Second parameter shows whether Lucene must index this field or not. Use Field.Index.ANALYZED
for any field you are going to search on.
Normally, you use both parameters as shown above.
Don't forget to close your IndexWriter
after the job is done:
writer.close();
Searching is a bit tricky. You will need several classes: Query
and QueryParser
to make Lucene query from the string, IndexSearcher
for actual searching, TopScoreDocCollector
to store results (it is passed to IndexSearcher
as a parameter) and ScoreDoc
to iterate through results. Next snippet shows how this all is composed:
IndexSearcher searcher = new IndexSearcher(directory);
QueryParser parser = new QueryParser(Version.LUCENE_30, "content", analyzer);
Query query = parser.parse("terms to search");
TopScoreDocCollector collector = TopScoreDocCollector.create(HOW_MANY_RESULTS_TO_COLLECT, true);
searcher.search(query, collector);
ScoreDoc[] hits = collector.topDocs().scoreDocs;
// `i` is just a number of document in Lucene. Note, that this number may change after document deletion
for (int i = 0; i < hits.length; i++) {
Document hitDoc = searcher.doc(hits[i].doc); // getting actual document
System.out.println("Title: " + hitDoc.get("title"));
System.out.println("Content: " + hitDoc.get("content"));
System.out.println();
}
Note second argument to the QueryParser
constructor - it is default field, i.e. field that will be searched if no qualifier was given.
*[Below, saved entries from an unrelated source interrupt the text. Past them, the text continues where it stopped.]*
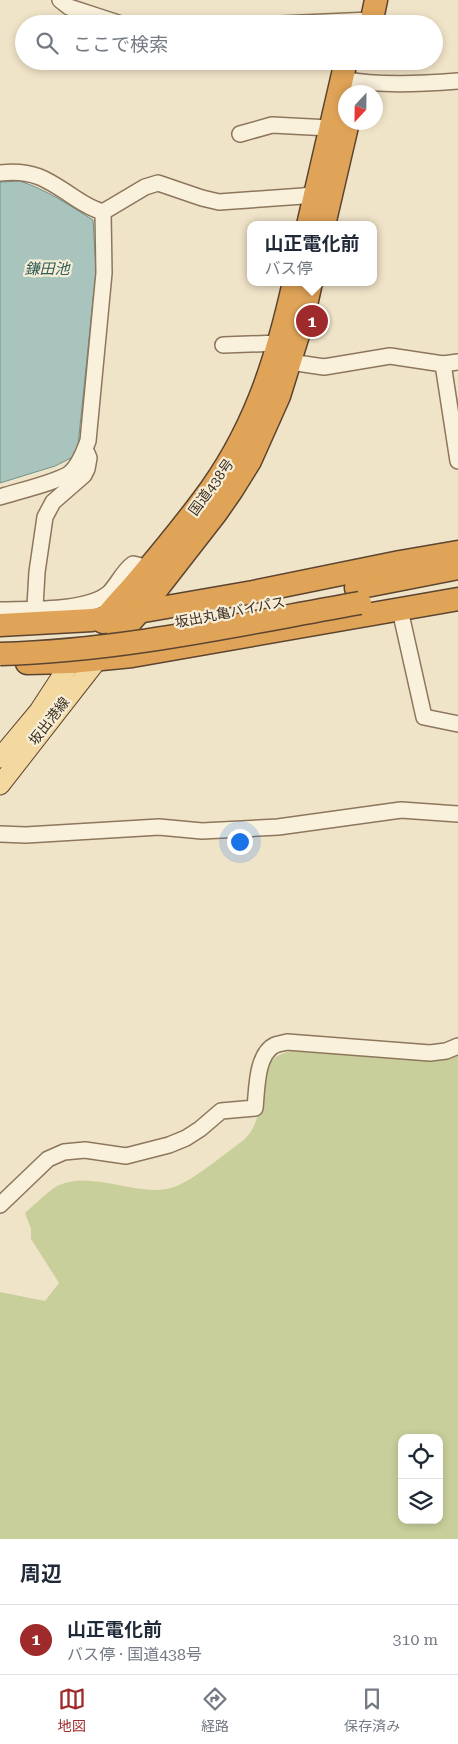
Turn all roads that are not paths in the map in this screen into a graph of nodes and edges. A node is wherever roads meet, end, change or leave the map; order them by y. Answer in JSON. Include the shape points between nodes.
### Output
{"nodes":[{"id":1,"x":60,"y":0,"type":"edge"},
{"id":2,"x":93,"y":15,"type":"edge"},
{"id":3,"x":352,"y":75,"type":"edge"},
{"id":4,"x":458,"y":81,"type":"edge"},
{"id":5,"x":338,"y":125,"type":"edge"},
{"id":6,"x":338,"y":129,"type":"edge"},
{"id":7,"x":240,"y":134,"type":"dead end"},
{"id":8,"x":0,"y":173,"type":"edge"},
{"id":9,"x":323,"y":193,"type":"junction"},
{"id":10,"x":103,"y":212,"type":"junction"},
{"id":11,"x":310,"y":221,"type":"edge"},
{"id":12,"x":324,"y":221,"type":"edge"},
{"id":13,"x":293,"y":286,"type":"edge"},
{"id":14,"x":310,"y":286,"type":"edge"},
{"id":15,"x":223,"y":344,"type":"dead end"},
{"id":16,"x":285,"y":352,"type":"junction"},
{"id":17,"x":450,"y":363,"type":"edge"},
{"id":18,"x":85,"y":447,"type":"junction"},
{"id":19,"x":458,"y":461,"type":"edge"},
{"id":20,"x":0,"y":497,"type":"edge"},
{"id":21,"x":458,"y":552,"type":"edge"},
{"id":22,"x":458,"y":568,"type":"edge"},
{"id":23,"x":162,"y":572,"type":"junction"},
{"id":24,"x":458,"y":584,"type":"edge"},
{"id":25,"x":358,"y":595,"type":"junction"},
{"id":26,"x":458,"y":599,"type":"edge"},
{"id":27,"x":182,"y":604,"type":"junction"},
{"id":28,"x":0,"y":610,"type":"edge"},
{"id":29,"x":400,"y":610,"type":"junction"},
{"id":30,"x":139,"y":612,"type":"junction"},
{"id":31,"x":34,"y":616,"type":"junction"},
{"id":32,"x":106,"y":617,"type":"junction"},
{"id":33,"x":0,"y":625,"type":"edge"},
{"id":34,"x":0,"y":639,"type":"edge"},
{"id":35,"x":0,"y":654,"type":"edge"},
{"id":36,"x":99,"y":658,"type":"junction"},
{"id":37,"x":72,"y":662,"type":"junction"},
{"id":38,"x":22,"y":664,"type":"junction"},
{"id":39,"x":0,"y":665,"type":"edge"},
{"id":40,"x":49,"y":693,"type":"junction"},
{"id":41,"x":458,"y":724,"type":"edge"},
{"id":42,"x":0,"y":758,"type":"edge"},
{"id":43,"x":0,"y":785,"type":"edge"},
{"id":44,"x":458,"y":814,"type":"edge"},
{"id":45,"x":0,"y":834,"type":"edge"},
{"id":46,"x":458,"y":1046,"type":"edge"},
{"id":47,"x":0,"y":1205,"type":"edge"}],
"edges":[{"from":1,"to":2,"type":"street","via":[[69,7]]},
{"from":3,"to":4,"type":"street","via":[[426,84]]},
{"from":5,"to":7,"type":"street","via":[[272,125]]},
{"from":6,"to":9,"type":"highway"},
{"from":8,"to":10,"type":"street","via":[[35,174],[92,210]]},
{"from":9,"to":10,"type":"street","via":[[219,202],[158,183],[145,186]]},
{"from":9,"to":11,"type":"highway"},
{"from":9,"to":12,"type":"highway"},
{"from":10,"to":18,"type":"street","via":[[104,273]]},
{"from":13,"to":16,"type":"highway","name":"国道438号"},
{"from":14,"to":16,"type":"highway","name":"国道438号","via":[[303,319]]},
{"from":15,"to":16,"type":"street"},
{"from":16,"to":17,"type":"street","via":[[324,367],[390,356]]},
{"from":16,"to":23,"type":"highway","name":"国道438号","via":[[270,372],[235,453],[201,502]]},
{"from":16,"to":23,"type":"highway","name":"国道438号","via":[[272,413],[250,461],[232,490]]},
{"from":17,"to":19,"type":"street"},
{"from":18,"to":20,"type":"street","via":[[70,474]]},
{"from":18,"to":31,"type":"street","via":[[88,458],[84,475],[54,502],[45,517]]},
{"from":21,"to":27,"type":"highway"},
{"from":22,"to":25,"type":"highway","name":"坂出丸亀バイパス"},
{"from":23,"to":27,"type":"highway","via":[[173,596]]},
{"from":23,"to":30,"type":"highway","name":"国道438号"},
{"from":23,"to":31,"type":"street","via":[[133,564],[109,593],[92,602]]},
{"from":23,"to":32,"type":"highway","name":"国道438号"},
{"from":24,"to":25,"type":"highway","name":"坂出丸亀バイパス"},
{"from":25,"to":34,"type":"highway","name":"坂出丸亀バイパス","via":[[118,631],[58,638]]},
{"from":25,"to":35,"type":"highway","name":"坂出丸亀バイパス","bridge":true,"via":[[91,648]]},
{"from":26,"to":29,"type":"highway"},
{"from":27,"to":30,"type":"highway"},
{"from":28,"to":31,"type":"street"},
{"from":29,"to":36,"type":"highway","via":[[132,656]]},
{"from":29,"to":41,"type":"street","via":[[424,717]]},
{"from":30,"to":32,"type":"highway"},
{"from":30,"to":36,"type":"highway","name":"国道438号"},
{"from":31,"to":32,"type":"highway","via":[[92,620]]},
{"from":31,"to":33,"type":"highway"},
{"from":32,"to":37,"type":"highway","name":"国道438号"},
{"from":36,"to":37,"type":"highway"},
{"from":36,"to":43,"type":"main road","name":"坂出港線"},
{"from":37,"to":38,"type":"highway"},
{"from":37,"to":40,"type":"main road","name":"坂出港線"},
{"from":38,"to":39,"type":"highway"},
{"from":38,"to":40,"type":"main road","via":[[44,674]]},
{"from":40,"to":42,"type":"main road","name":"坂出港線"},
{"from":44,"to":45,"type":"street","via":[[401,810],[278,827],[202,831],[159,827]]},
{"from":46,"to":47,"type":"street","via":[[430,1053],[287,1042],[275,1045],[261,1062],[255,1108],[221,1111],[186,1138],[169,1146],[126,1156],[85,1150],[64,1152],[48,1159]]}]}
For example, if your query is "title:term", Lucene will search for a word "term" in field "title" of all docs, but if your query is just "term" if will search in default field, in this case - "contents". For more info see Lucene Query Syntax.
QueryParser
also takes analyzer as a last argument. This must be same analyzer as you used to index your text.
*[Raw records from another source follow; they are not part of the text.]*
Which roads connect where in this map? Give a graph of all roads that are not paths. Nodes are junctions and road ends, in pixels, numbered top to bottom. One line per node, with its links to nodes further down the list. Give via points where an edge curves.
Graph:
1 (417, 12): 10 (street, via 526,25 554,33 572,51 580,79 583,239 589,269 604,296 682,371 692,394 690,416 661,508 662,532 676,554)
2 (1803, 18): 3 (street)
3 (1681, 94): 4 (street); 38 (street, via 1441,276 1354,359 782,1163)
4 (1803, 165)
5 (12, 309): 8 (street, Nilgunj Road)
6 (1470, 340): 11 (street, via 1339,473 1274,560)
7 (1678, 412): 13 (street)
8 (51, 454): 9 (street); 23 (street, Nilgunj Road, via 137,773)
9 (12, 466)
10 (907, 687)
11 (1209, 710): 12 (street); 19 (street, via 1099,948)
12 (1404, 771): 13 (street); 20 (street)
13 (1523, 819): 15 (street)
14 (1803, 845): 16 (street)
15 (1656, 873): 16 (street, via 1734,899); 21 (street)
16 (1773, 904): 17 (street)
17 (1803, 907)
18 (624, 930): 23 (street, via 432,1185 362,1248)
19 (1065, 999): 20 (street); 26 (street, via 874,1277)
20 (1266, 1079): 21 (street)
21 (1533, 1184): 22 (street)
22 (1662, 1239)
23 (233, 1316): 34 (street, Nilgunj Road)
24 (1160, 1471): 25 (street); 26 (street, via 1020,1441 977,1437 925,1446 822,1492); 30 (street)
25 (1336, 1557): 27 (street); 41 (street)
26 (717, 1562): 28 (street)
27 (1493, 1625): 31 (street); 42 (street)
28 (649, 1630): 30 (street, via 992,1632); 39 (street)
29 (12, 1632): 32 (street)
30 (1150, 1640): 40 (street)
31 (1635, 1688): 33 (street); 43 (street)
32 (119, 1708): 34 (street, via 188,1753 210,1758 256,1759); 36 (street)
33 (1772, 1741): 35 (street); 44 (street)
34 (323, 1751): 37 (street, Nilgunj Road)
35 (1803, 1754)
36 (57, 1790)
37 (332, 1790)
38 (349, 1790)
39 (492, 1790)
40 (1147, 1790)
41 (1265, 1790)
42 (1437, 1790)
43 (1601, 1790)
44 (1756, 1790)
The last thing you must know is a TopScoreDocCollector.create
first parameter. It is just a number that represents how many results you want to collect. For example, if it is equal 100, Lucene will collect only first (by score) 100 results and drop the rest. This is just an act of optimization - you collect best results, and if you're not satisfied with it, you repeat search with a larger number.
Finally, don't forget to close searcher and directory to not loose system resources:
searcher.close();
directory.close();
EDIT: Also see IndexFiles demo class from Lucene 3.0 sources.